DIRECTIONS
In your copy of the listing below, reproduce each word exactly and include no pictures.
[[ RECORDS SUPPLIED, beginning ]]
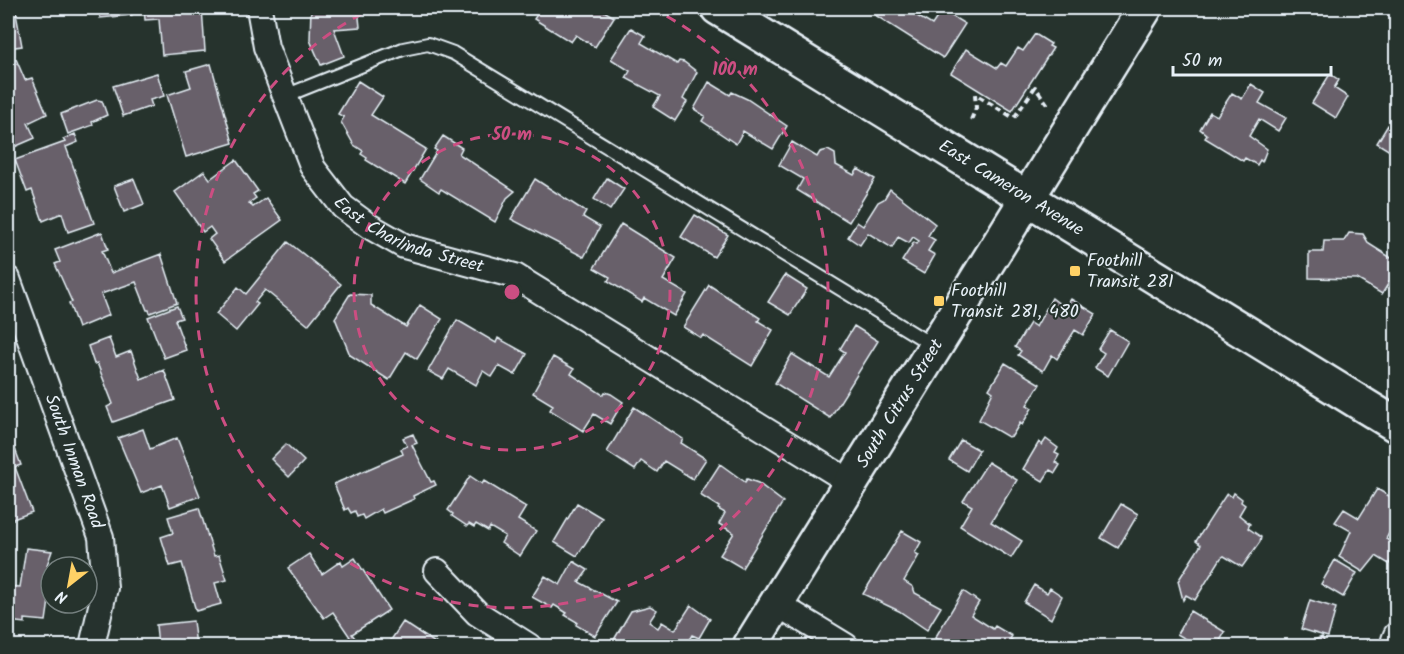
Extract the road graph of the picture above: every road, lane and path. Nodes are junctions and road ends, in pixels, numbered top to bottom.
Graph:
1 (259, 8) edge
2 (718, 8) edge
3 (1145, 8) edge
4 (285, 96) junction
5 (1048, 105) dead end
6 (971, 120) dead end
7 (1027, 197) junction
8 (8, 279) edge
9 (935, 346) junction
10 (1396, 425) edge
11 (850, 482) junction
12 (437, 571) dead end
13 (777, 603) junction
14 (92, 646) edge
15 (529, 646) edge
16 (750, 646) edge
17 (846, 646) edge

1 - 4 street, East Charlinda Street
2 - 7 main road, East Cameron Avenue
3 - 7 main road, South Citrus Street
4 - 9 lane
4 - 11 street, East Charlinda Street
5 - 6 path
7 - 9 main road, South Citrus Street
7 - 10 main road, East Cameron Avenue
8 - 14 street, South Inman Road
9 - 11 main road, South Citrus Street
11 - 13 main road, South Citrus Street
12 - 15 street
13 - 16 main road, South Citrus Street
13 - 17 street

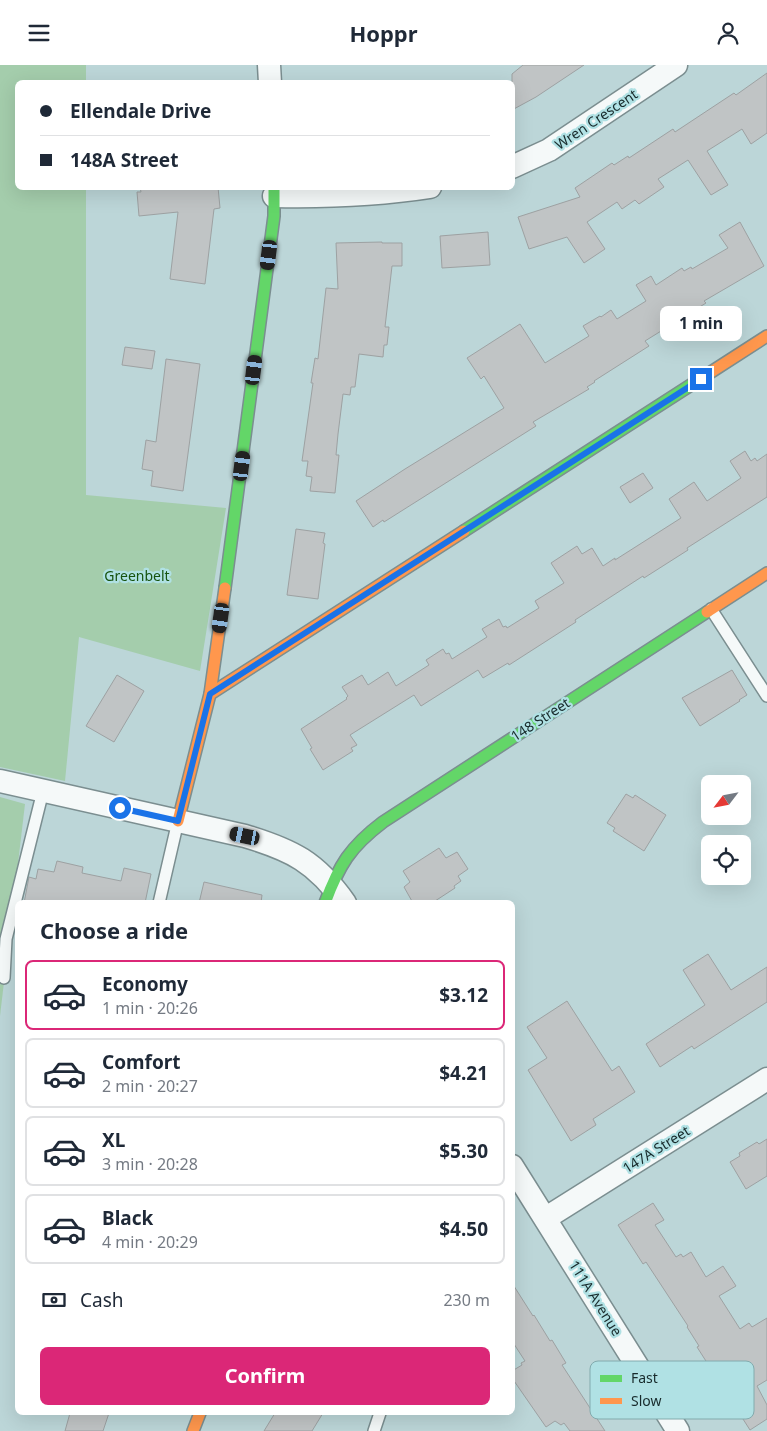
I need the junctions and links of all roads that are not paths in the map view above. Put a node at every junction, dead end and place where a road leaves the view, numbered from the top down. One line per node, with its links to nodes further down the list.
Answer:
1 (269, 65): 3 (street)
2 (676, 65): 4 (street, Wren Crescent)
3 (270, 80)
4 (515, 166)
5 (397, 190): 6 (street)
6 (274, 192): 10 (street)
7 (767, 336): 10 (street)
8 (767, 573): 9 (street, 148 Street)
9 (711, 609): 11 (lane); 15 (street, 148 Street)
10 (210, 694): 14 (street)
11 (767, 696)
12 (0, 781): 13 (street)
13 (42, 791): 14 (street); 16 (lane)
14 (178, 821): 15 (street); 17 (lane)
15 (334, 897)
16 (15, 900)
17 (160, 900)
18 (15, 902): 19 (lane)
19 (4, 978)
20 (767, 1079): 22 (street, 147A Street)
21 (515, 1170): 22 (street, 111A Avenue)
22 (546, 1218): 23 (street, 111A Avenue)
23 (635, 1361)
24 (199, 1415): 27 (street)
25 (379, 1415): 28 (lane)
26 (671, 1419): 29 (street, 111A Avenue)
27 (193, 1431)
28 (374, 1431)
29 (678, 1431)

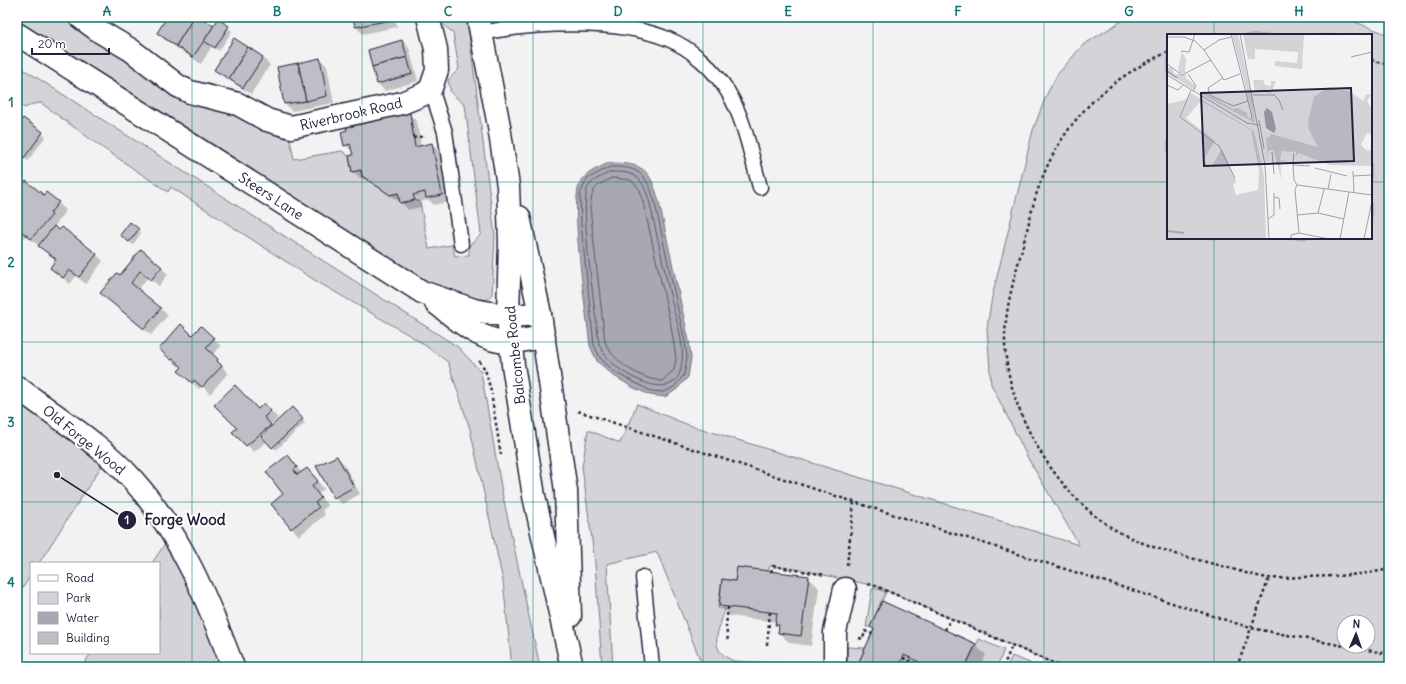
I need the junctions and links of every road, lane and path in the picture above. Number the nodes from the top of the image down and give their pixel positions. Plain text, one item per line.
1 (80, 17) edge
2 (428, 17) edge
3 (480, 25) edge
4 (17, 34) edge
5 (1167, 52) edge
6 (1372, 60) edge
7 (1389, 65) edge
8 (431, 88) junction
9 (508, 186) junction
10 (760, 187) dead end
11 (461, 244) dead end
12 (422, 292) junction
13 (540, 314) junction
14 (508, 316) junction
15 (544, 337) junction
16 (510, 342) junction
17 (513, 365) junction
18 (485, 369) dead end
19 (17, 387) edge
20 (573, 410) dead end
21 (854, 502) junction
22 (1389, 569) edge
23 (771, 572) dead end
24 (643, 578) dead end
25 (1269, 578) junction
26 (845, 584) junction
27 (728, 607) dead end
28 (770, 612) dead end
29 (950, 619) junction
30 (1251, 628) junction
31 (946, 630) dead end
32 (728, 641) dead end
33 (1336, 644) edge
34 (767, 645) dead end
35 (1012, 646) junction
36 (1376, 652) edge
37 (1389, 654) edge
38 (903, 658) dead end
39 (571, 661) edge
40 (233, 667) edge
41 (652, 667) edge
42 (835, 667) edge
43 (923, 667) edge
44 (1003, 667) edge
45 (1062, 667) edge
46 (1237, 667) edge

1 - 8 street, Riverbrook Road
2 - 8 street
3 - 9 street, Balcombe Road
3 - 10 lane
4 - 12 street, Steers Lane
5 - 25 path
6 - 7 path
8 - 11 lane
9 - 13 street
9 - 14 street, Balcombe Road
12 - 14 street, Steers Lane
12 - 16 street
13 - 14 street, Steers Lane
13 - 15 street
14 - 16 street, Balcombe Road
15 - 16 street
15 - 39 street
16 - 17 street, Balcombe Road
17 - 18 path
17 - 39 street, Balcombe Road
19 - 40 street, Old Forge Wood
20 - 21 path
21 - 26 path
21 - 30 path
22 - 25 path
23 - 26 path
24 - 41 lane
25 - 30 path
26 - 29 path
26 - 42 street
27 - 32 path
28 - 34 path
29 - 31 path
29 - 35 path
30 - 33 path
30 - 46 path
35 - 44 path
35 - 45 path
36 - 37 path
38 - 43 path

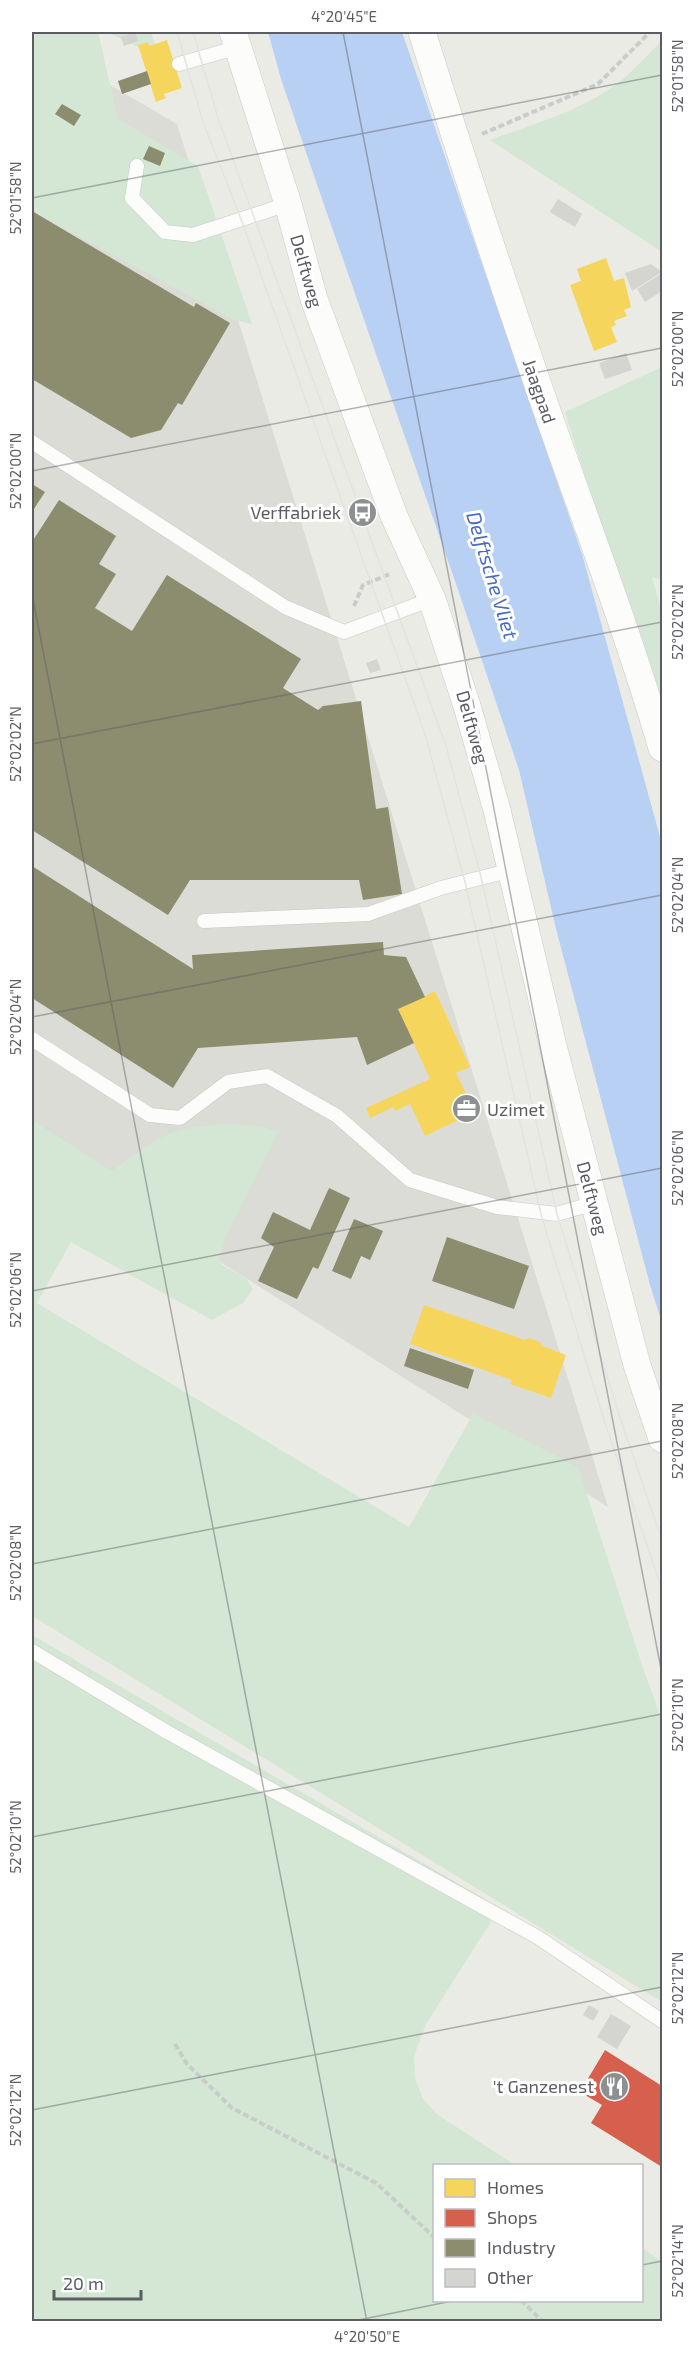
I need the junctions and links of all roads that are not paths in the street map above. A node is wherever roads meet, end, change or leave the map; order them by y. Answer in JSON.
{"nodes":[{"id":1,"x":422,"y":32,"type":"edge"},
{"id":2,"x":236,"y":39,"type":"edge"},
{"id":3,"x":179,"y":64,"type":"dead end"},
{"id":4,"x":137,"y":166,"type":"dead end"},
{"id":5,"x":288,"y":204,"type":"junction"},
{"id":6,"x":32,"y":442,"type":"edge"},
{"id":7,"x":432,"y":599,"type":"junction"},
{"id":8,"x":663,"y":748,"type":"edge"},
{"id":9,"x":512,"y":870,"type":"junction"},
{"id":10,"x":204,"y":921,"type":"dead end"},
{"id":11,"x":32,"y":1039,"type":"edge"},
{"id":12,"x":594,"y":1203,"type":"junction"},
{"id":13,"x":663,"y":1439,"type":"edge"},
{"id":14,"x":32,"y":1651,"type":"edge"},
{"id":15,"x":663,"y":2021,"type":"edge"}],
"edges":[{"from":1,"to":8,"type":"street","name":"Jaagpad"},
{"from":2,"to":3,"type":"lane"},
{"from":2,"to":5,"type":"street","name":"Delftweg"},
{"from":4,"to":5,"type":"lane"},
{"from":5,"to":7,"type":"street","name":"Delftweg"},
{"from":6,"to":7,"type":"lane"},
{"from":7,"to":9,"type":"street","name":"Delftweg"},
{"from":9,"to":10,"type":"lane"},
{"from":9,"to":12,"type":"street","name":"Delftweg"},
{"from":11,"to":12,"type":"lane"},
{"from":12,"to":13,"type":"street","name":"Delftweg"},
{"from":14,"to":15,"type":"lane"}]}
[[ RECORDS SUPPLIED, end ]]
WRITTEN ANSWER
Extract the road graph of the picture above: every road, lane and path. Nodes are junctions and road ends, in pixels, numbered top to bottom.
Graph:
1 (259, 8) edge
2 (718, 8) edge
3 (1145, 8) edge
4 (285, 96) junction
5 (1048, 105) dead end
6 (971, 120) dead end
7 (1027, 197) junction
8 (8, 279) edge
9 (935, 346) junction
10 (1396, 425) edge
11 (850, 482) junction
12 (437, 571) dead end
13 (777, 603) junction
14 (92, 646) edge
15 (529, 646) edge
16 (750, 646) edge
17 (846, 646) edge

1 - 4 street, East Charlinda Street
2 - 7 main road, East Cameron Avenue
3 - 7 main road, South Citrus Street
4 - 9 lane
4 - 11 street, East Charlinda Street
5 - 6 path
7 - 9 main road, South Citrus Street
7 - 10 main road, East Cameron Avenue
8 - 14 street, South Inman Road
9 - 11 main road, South Citrus Street
11 - 13 main road, South Citrus Street
12 - 15 street
13 - 16 main road, South Citrus Street
13 - 17 street

I need the junctions and links of all roads that are not paths in the map view above. Put a node at every junction, dead end and place where a road leaves the view, numbered from the top down. One line per node, with its links to nodes further down the list.
Answer:
1 (269, 65): 3 (street)
2 (676, 65): 4 (street, Wren Crescent)
3 (270, 80)
4 (515, 166)
5 (397, 190): 6 (street)
6 (274, 192): 10 (street)
7 (767, 336): 10 (street)
8 (767, 573): 9 (street, 148 Street)
9 (711, 609): 11 (lane); 15 (street, 148 Street)
10 (210, 694): 14 (street)
11 (767, 696)
12 (0, 781): 13 (street)
13 (42, 791): 14 (street); 16 (lane)
14 (178, 821): 15 (street); 17 (lane)
15 (334, 897)
16 (15, 900)
17 (160, 900)
18 (15, 902): 19 (lane)
19 (4, 978)
20 (767, 1079): 22 (street, 147A Street)
21 (515, 1170): 22 (street, 111A Avenue)
22 (546, 1218): 23 (street, 111A Avenue)
23 (635, 1361)
24 (199, 1415): 27 (street)
25 (379, 1415): 28 (lane)
26 (671, 1419): 29 (street, 111A Avenue)
27 (193, 1431)
28 (374, 1431)
29 (678, 1431)

I need the junctions and links of every road, lane and path in the picture above. Number the nodes from the top of the image down and give their pixel positions. Plain text, one item per line.
1 (80, 17) edge
2 (428, 17) edge
3 (480, 25) edge
4 (17, 34) edge
5 (1167, 52) edge
6 (1372, 60) edge
7 (1389, 65) edge
8 (431, 88) junction
9 (508, 186) junction
10 (760, 187) dead end
11 (461, 244) dead end
12 (422, 292) junction
13 (540, 314) junction
14 (508, 316) junction
15 (544, 337) junction
16 (510, 342) junction
17 (513, 365) junction
18 (485, 369) dead end
19 (17, 387) edge
20 (573, 410) dead end
21 (854, 502) junction
22 (1389, 569) edge
23 (771, 572) dead end
24 (643, 578) dead end
25 (1269, 578) junction
26 (845, 584) junction
27 (728, 607) dead end
28 (770, 612) dead end
29 (950, 619) junction
30 (1251, 628) junction
31 (946, 630) dead end
32 (728, 641) dead end
33 (1336, 644) edge
34 (767, 645) dead end
35 (1012, 646) junction
36 (1376, 652) edge
37 (1389, 654) edge
38 (903, 658) dead end
39 (571, 661) edge
40 (233, 667) edge
41 (652, 667) edge
42 (835, 667) edge
43 (923, 667) edge
44 (1003, 667) edge
45 (1062, 667) edge
46 (1237, 667) edge

1 - 8 street, Riverbrook Road
2 - 8 street
3 - 9 street, Balcombe Road
3 - 10 lane
4 - 12 street, Steers Lane
5 - 25 path
6 - 7 path
8 - 11 lane
9 - 13 street
9 - 14 street, Balcombe Road
12 - 14 street, Steers Lane
12 - 16 street
13 - 14 street, Steers Lane
13 - 15 street
14 - 16 street, Balcombe Road
15 - 16 street
15 - 39 street
16 - 17 street, Balcombe Road
17 - 18 path
17 - 39 street, Balcombe Road
19 - 40 street, Old Forge Wood
20 - 21 path
21 - 26 path
21 - 30 path
22 - 25 path
23 - 26 path
24 - 41 lane
25 - 30 path
26 - 29 path
26 - 42 street
27 - 32 path
28 - 34 path
29 - 31 path
29 - 35 path
30 - 33 path
30 - 46 path
35 - 44 path
35 - 45 path
36 - 37 path
38 - 43 path

I need the junctions and links of all roads that are not paths in the street map above. A node is wherever roads meet, end, change or leave the map; order them by y. Answer in JSON.
{"nodes":[{"id":1,"x":422,"y":32,"type":"edge"},
{"id":2,"x":236,"y":39,"type":"edge"},
{"id":3,"x":179,"y":64,"type":"dead end"},
{"id":4,"x":137,"y":166,"type":"dead end"},
{"id":5,"x":288,"y":204,"type":"junction"},
{"id":6,"x":32,"y":442,"type":"edge"},
{"id":7,"x":432,"y":599,"type":"junction"},
{"id":8,"x":663,"y":748,"type":"edge"},
{"id":9,"x":512,"y":870,"type":"junction"},
{"id":10,"x":204,"y":921,"type":"dead end"},
{"id":11,"x":32,"y":1039,"type":"edge"},
{"id":12,"x":594,"y":1203,"type":"junction"},
{"id":13,"x":663,"y":1439,"type":"edge"},
{"id":14,"x":32,"y":1651,"type":"edge"},
{"id":15,"x":663,"y":2021,"type":"edge"}],
"edges":[{"from":1,"to":8,"type":"street","name":"Jaagpad"},
{"from":2,"to":3,"type":"lane"},
{"from":2,"to":5,"type":"street","name":"Delftweg"},
{"from":4,"to":5,"type":"lane"},
{"from":5,"to":7,"type":"street","name":"Delftweg"},
{"from":6,"to":7,"type":"lane"},
{"from":7,"to":9,"type":"street","name":"Delftweg"},
{"from":9,"to":10,"type":"lane"},
{"from":9,"to":12,"type":"street","name":"Delftweg"},
{"from":11,"to":12,"type":"lane"},
{"from":12,"to":13,"type":"street","name":"Delftweg"},
{"from":14,"to":15,"type":"lane"}]}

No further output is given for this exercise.